▸ **Task description**
Without the pictures, print each of the records below exactly as it appears.

Collected data entries
□ □ □ □

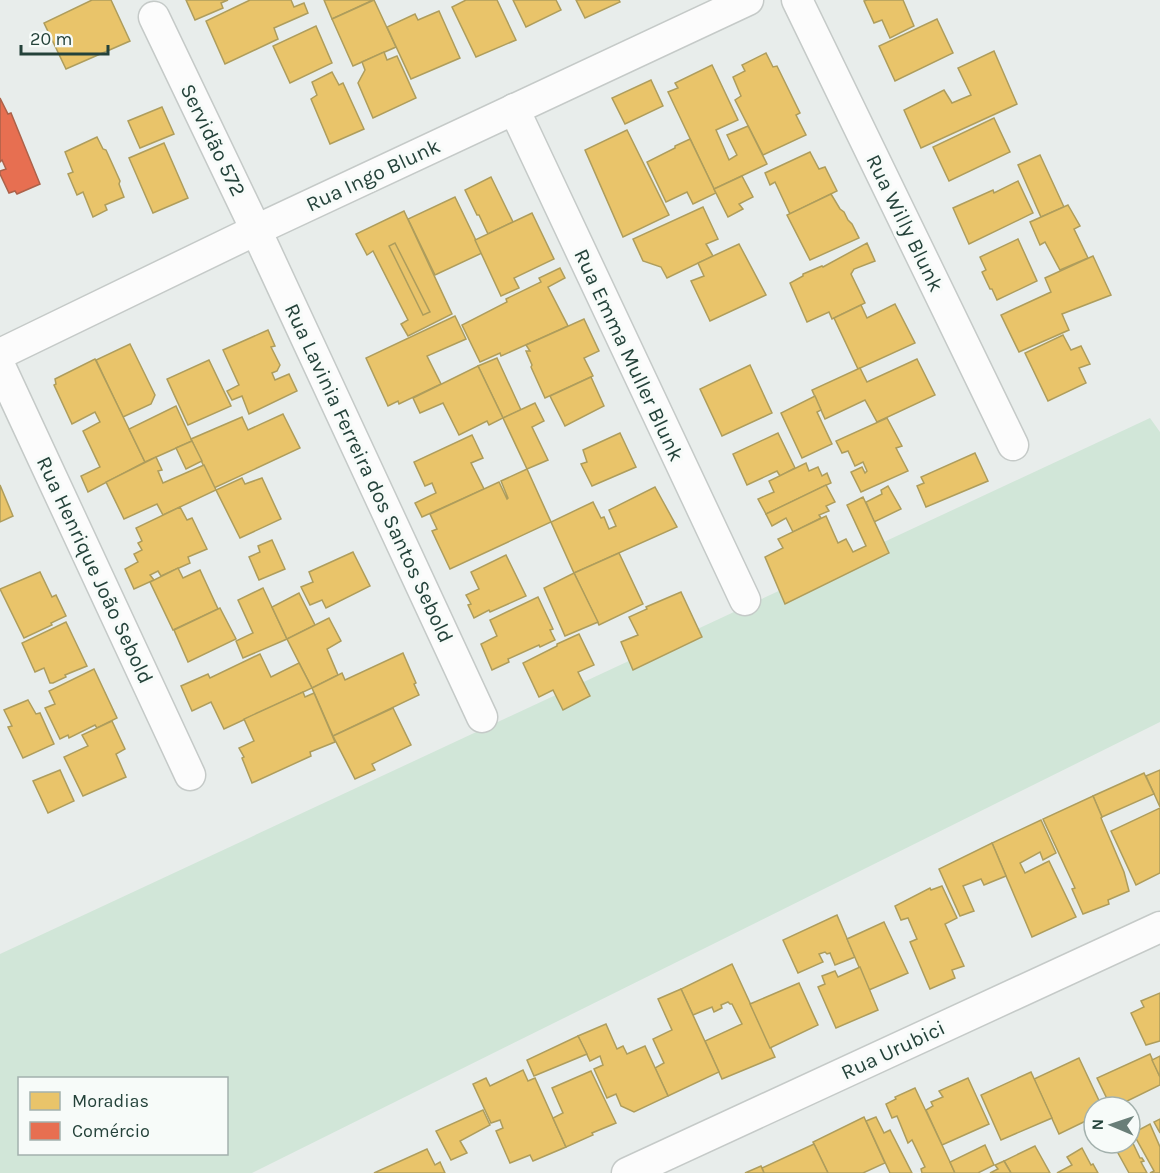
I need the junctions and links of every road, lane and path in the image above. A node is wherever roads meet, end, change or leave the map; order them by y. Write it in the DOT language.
graph roads {
  1 [pos="748,0"];
  2 [pos="797,0"];
  3 [pos="154,17"];
  4 [pos="514,109"];
  5 [pos="256,230"];
  6 [pos="0,354"];
  7 [pos="0,366"];
  8 [pos="1013,445"];
  9 [pos="745,600"];
  10 [pos="482,717"];
  11 [pos="190,774"];
  12 [pos="1160,927"];
  13 [pos="627,1173"];
  1 -- 4 [label="street, Rua Ingo Blunk"];
  2 -- 8 [label="street, Rua Willy Blunk"];
  3 -- 5 [label="street, Servidão 572"];
  4 -- 5 [label="street, Rua Ingo Blunk"];
  4 -- 9 [label="street, Rua Emma Muller Blunk"];
  5 -- 6 [label="street, Rua Ingo Blunk"];
  5 -- 10 [label="street, Rua Lavinia Ferreira dos Santos Sebold"];
  7 -- 11 [label="street, Rua Henrique João Sebold"];
  12 -- 13 [label="street, Rua Urubici"];
}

□ □ □ □

▸ **Task solution**
I need the junctions and links of every road, lane and path in the image above. A node is wherever roads meet, end, change or leave the map; order them by y. Write it in the DOT language.
graph roads {
  1 [pos="748,0"];
  2 [pos="797,0"];
  3 [pos="154,17"];
  4 [pos="514,109"];
  5 [pos="256,230"];
  6 [pos="0,354"];
  7 [pos="0,366"];
  8 [pos="1013,445"];
  9 [pos="745,600"];
  10 [pos="482,717"];
  11 [pos="190,774"];
  12 [pos="1160,927"];
  13 [pos="627,1173"];
  1 -- 4 [label="street, Rua Ingo Blunk"];
  2 -- 8 [label="street, Rua Willy Blunk"];
  3 -- 5 [label="street, Servidão 572"];
  4 -- 5 [label="street, Rua Ingo Blunk"];
  4 -- 9 [label="street, Rua Emma Muller Blunk"];
  5 -- 6 [label="street, Rua Ingo Blunk"];
  5 -- 10 [label="street, Rua Lavinia Ferreira dos Santos Sebold"];
  7 -- 11 [label="street, Rua Henrique João Sebold"];
  12 -- 13 [label="street, Rua Urubici"];
}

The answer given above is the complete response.